═══ Dataset entries

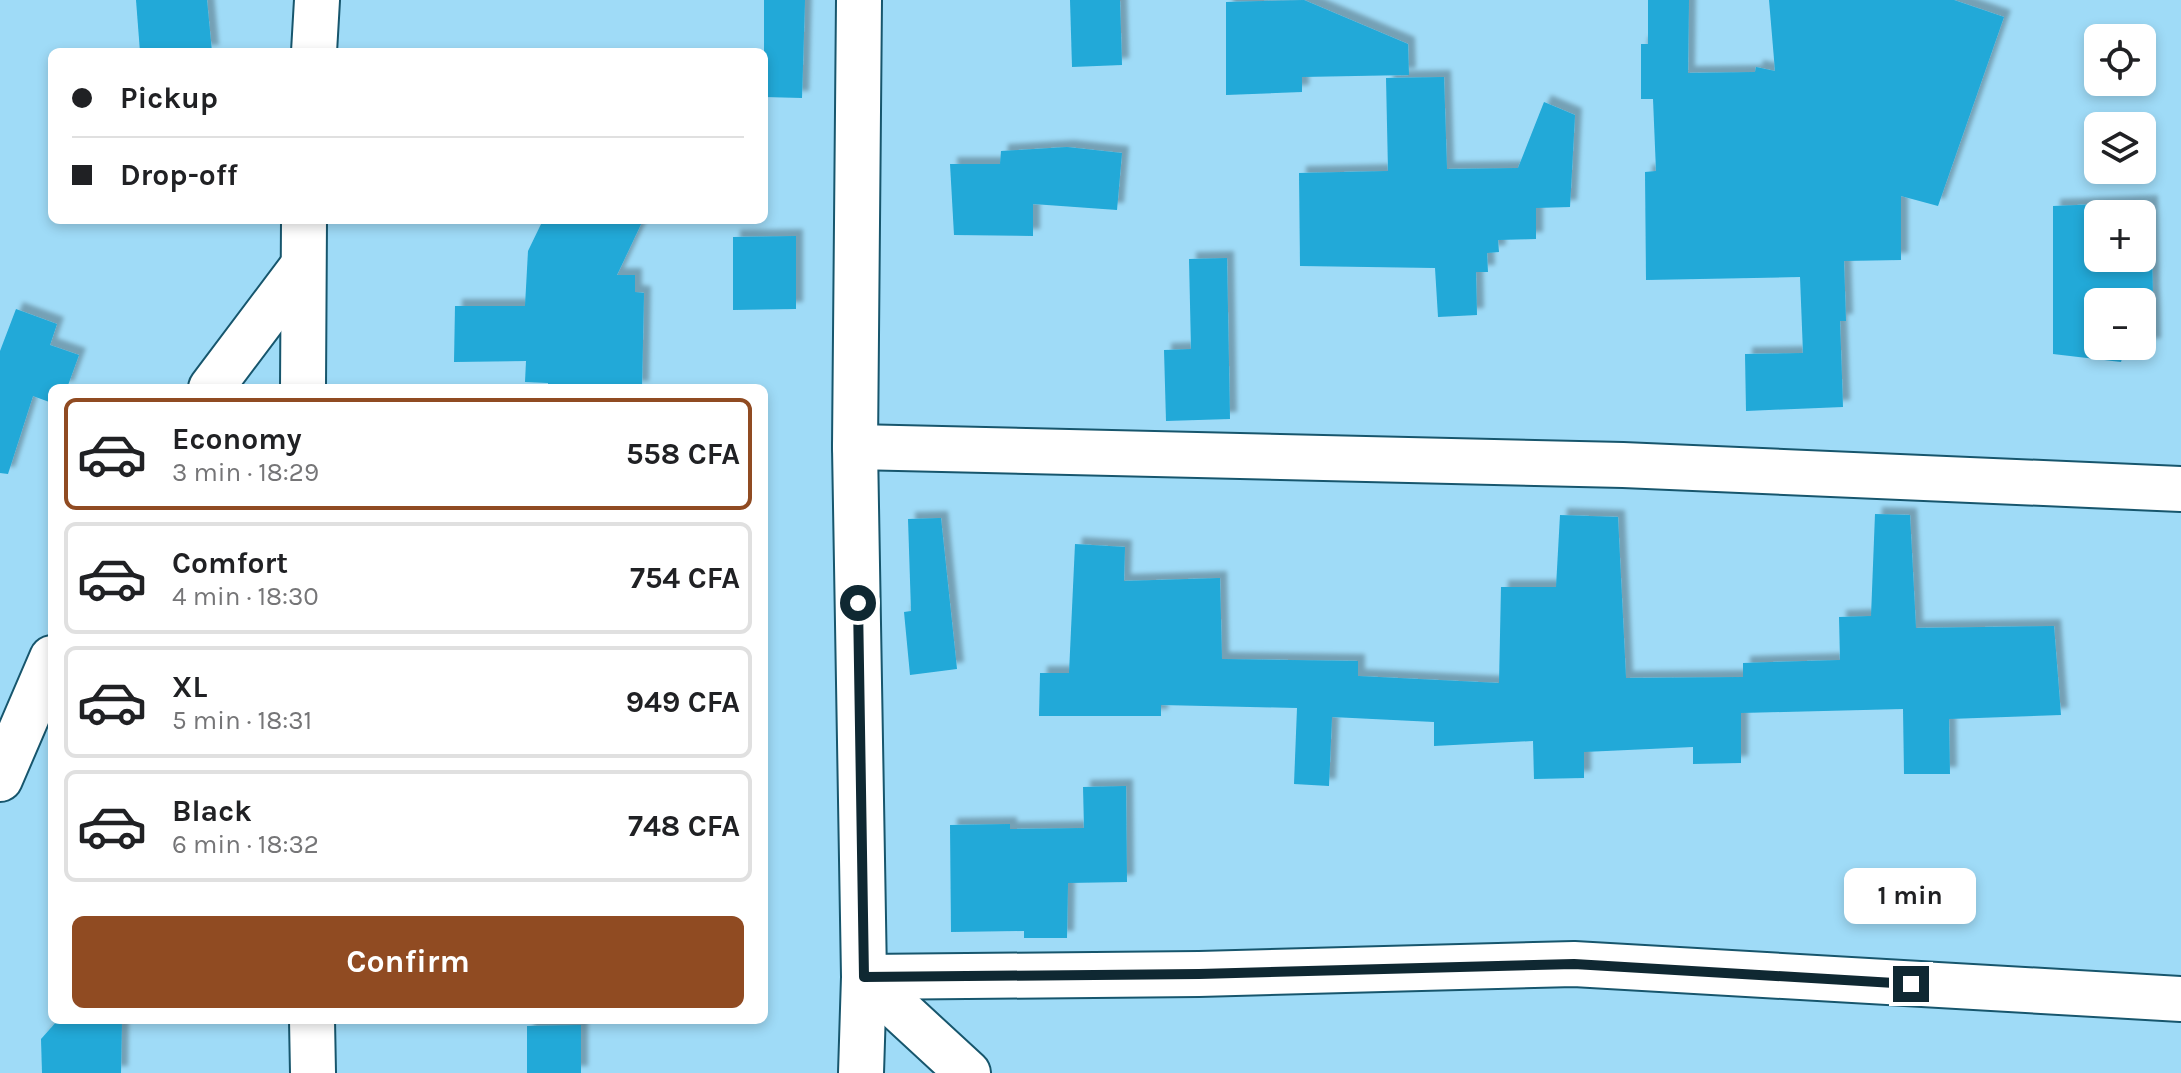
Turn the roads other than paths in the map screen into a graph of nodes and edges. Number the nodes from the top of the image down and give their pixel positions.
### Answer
1 (317, 0) edge
2 (859, 0) edge
3 (314, 48) edge
4 (304, 224) edge
5 (302, 267) junction
6 (214, 384) edge
7 (303, 384) edge
8 (855, 447) junction
9 (2181, 489) edge
10 (48, 667) edge
11 (0, 779) edge
12 (864, 977) junction
13 (2181, 999) edge
14 (312, 1024) edge
15 (313, 1073) edge
16 (861, 1073) edge
17 (968, 1073) edge

1 - 3 street
2 - 8 street
4 - 5 street
5 - 6 street
5 - 7 street
8 - 9 street
8 - 12 street
10 - 11 street
12 - 13 street
12 - 16 street
12 - 17 street
14 - 15 street

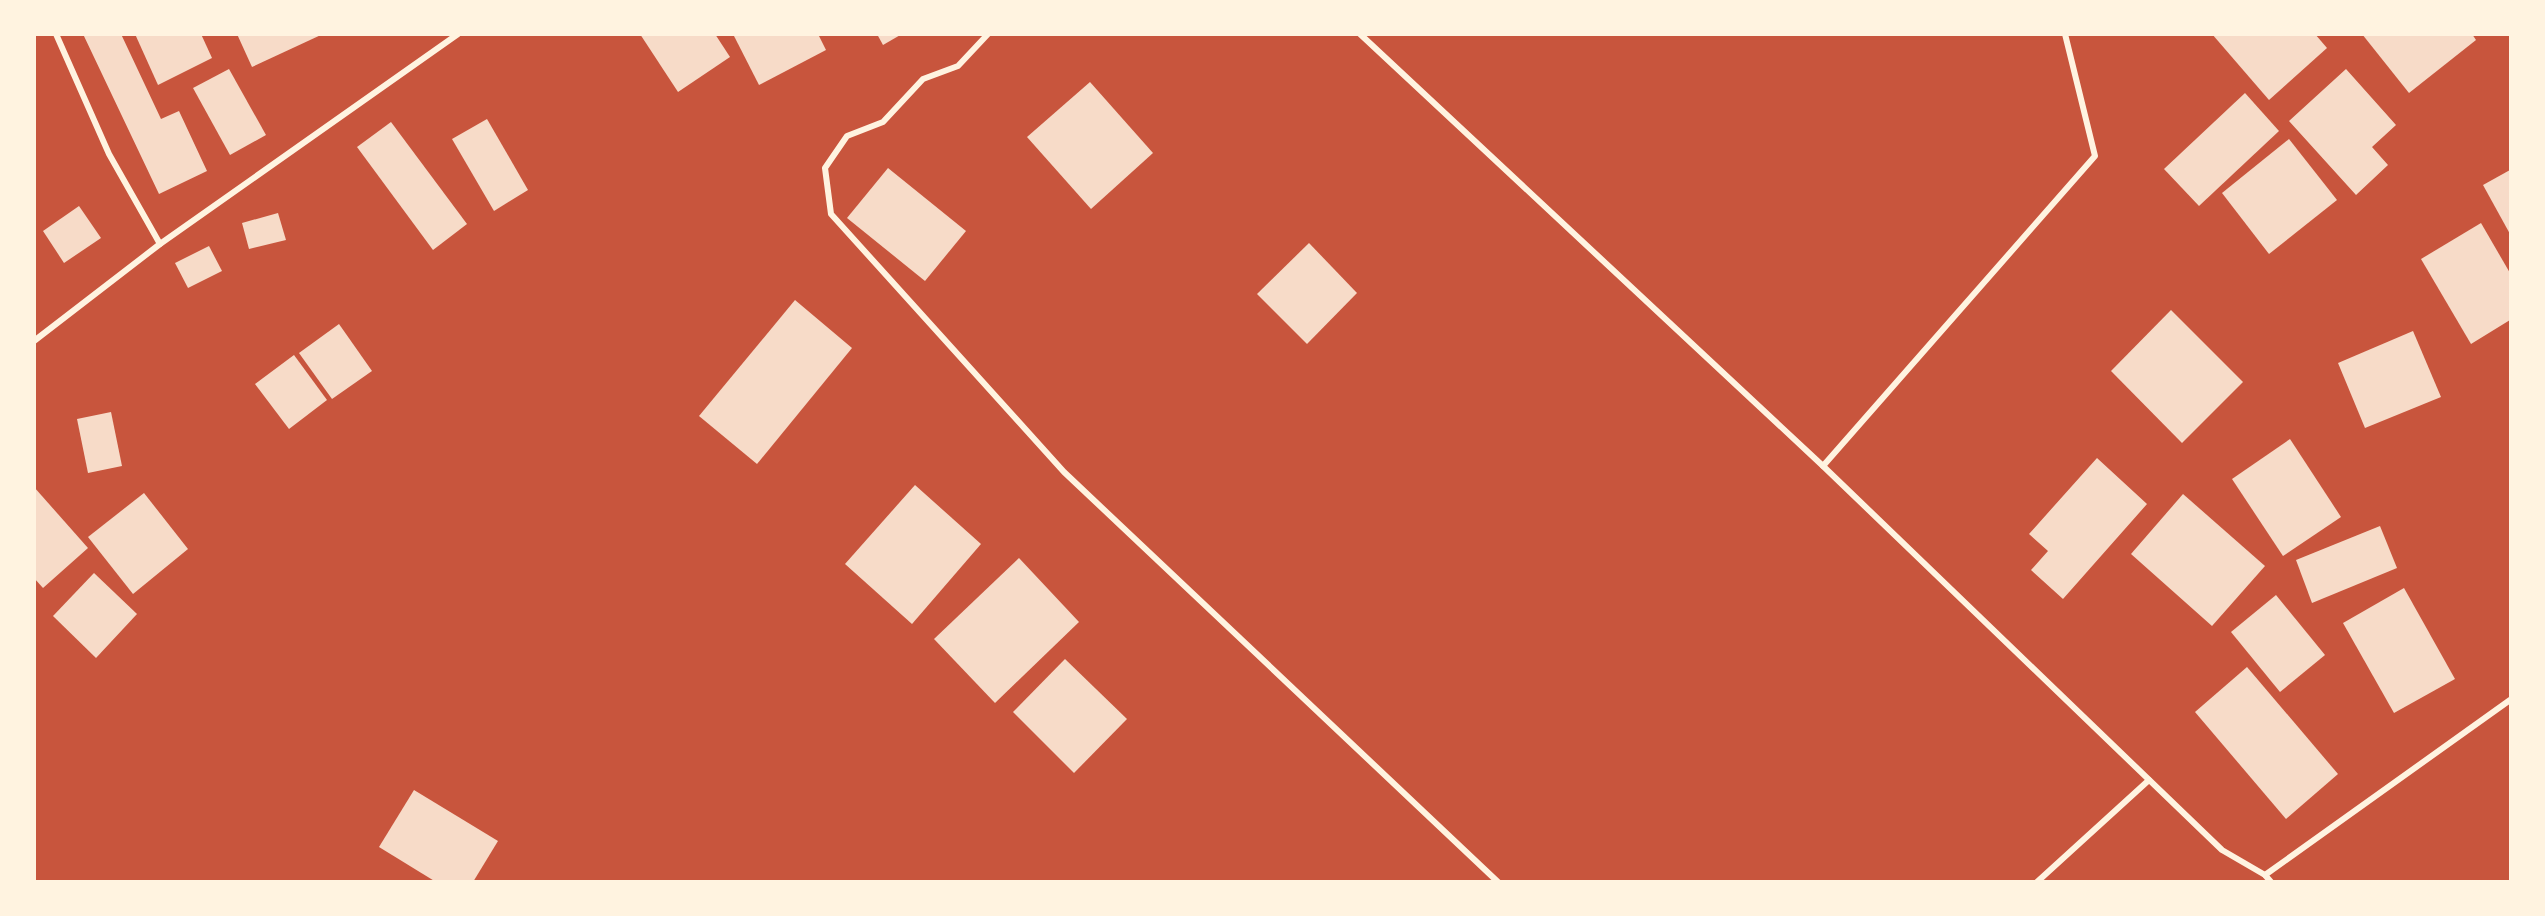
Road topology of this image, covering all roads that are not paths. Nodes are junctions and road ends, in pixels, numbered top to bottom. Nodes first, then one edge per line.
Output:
1 (56, 34) edge
2 (458, 34) edge
3 (988, 34) edge
4 (1360, 34) edge
5 (2065, 34) edge
6 (160, 244) junction
7 (34, 340) edge
8 (1823, 466) junction
9 (2511, 700) edge
10 (2149, 780) junction
11 (2265, 875) junction
12 (1498, 882) edge
13 (2037, 882) edge
14 (2271, 882) edge

1 - 6 street
2 - 6 street
3 - 12 street
4 - 8 street
5 - 8 street
6 - 7 street
8 - 10 street
9 - 11 street
10 - 11 street
10 - 13 street
11 - 14 street

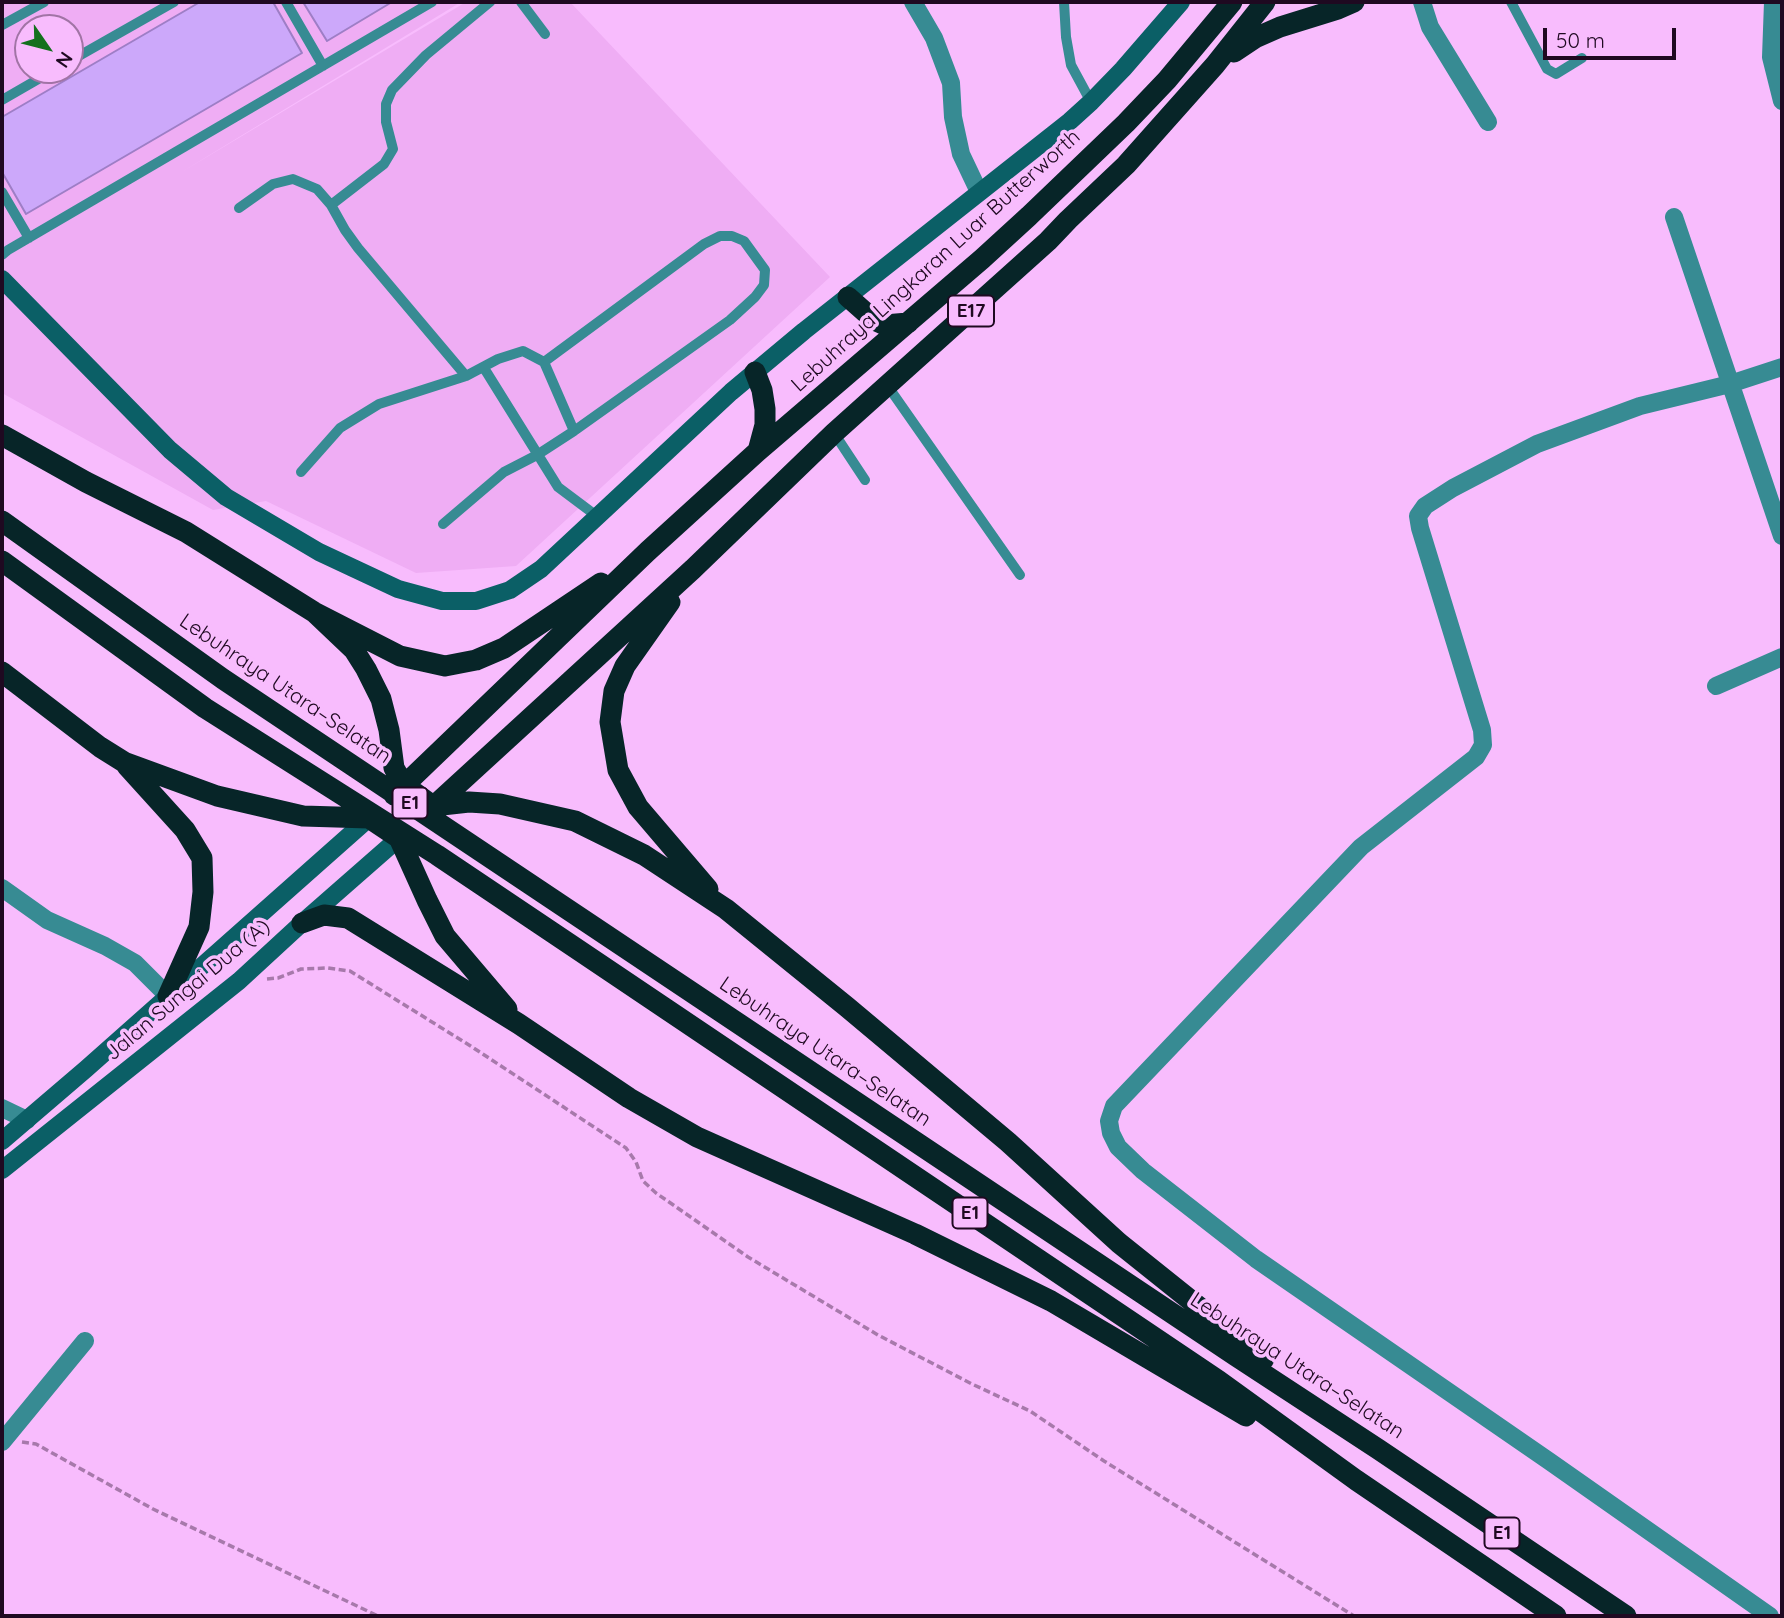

══════

* **What the exercise asks**: Repeat every line of the data exactly, but do not include pictures.

* **Exercise output**:
Turn the roads other than paths in the map screen into a graph of nodes and edges. Number the nodes from the top of the image down and give their pixel positions.
### Answer
1 (317, 0) edge
2 (859, 0) edge
3 (314, 48) edge
4 (304, 224) edge
5 (302, 267) junction
6 (214, 384) edge
7 (303, 384) edge
8 (855, 447) junction
9 (2181, 489) edge
10 (48, 667) edge
11 (0, 779) edge
12 (864, 977) junction
13 (2181, 999) edge
14 (312, 1024) edge
15 (313, 1073) edge
16 (861, 1073) edge
17 (968, 1073) edge

1 - 3 street
2 - 8 street
4 - 5 street
5 - 6 street
5 - 7 street
8 - 9 street
8 - 12 street
10 - 11 street
12 - 13 street
12 - 16 street
12 - 17 street
14 - 15 street

Road topology of this image, covering all roads that are not paths. Nodes are junctions and road ends, in pixels, numbered top to bottom. Nodes first, then one edge per line.
Output:
1 (56, 34) edge
2 (458, 34) edge
3 (988, 34) edge
4 (1360, 34) edge
5 (2065, 34) edge
6 (160, 244) junction
7 (34, 340) edge
8 (1823, 466) junction
9 (2511, 700) edge
10 (2149, 780) junction
11 (2265, 875) junction
12 (1498, 882) edge
13 (2037, 882) edge
14 (2271, 882) edge

1 - 6 street
2 - 6 street
3 - 12 street
4 - 8 street
5 - 8 street
6 - 7 street
8 - 10 street
9 - 11 street
10 - 11 street
10 - 13 street
11 - 14 street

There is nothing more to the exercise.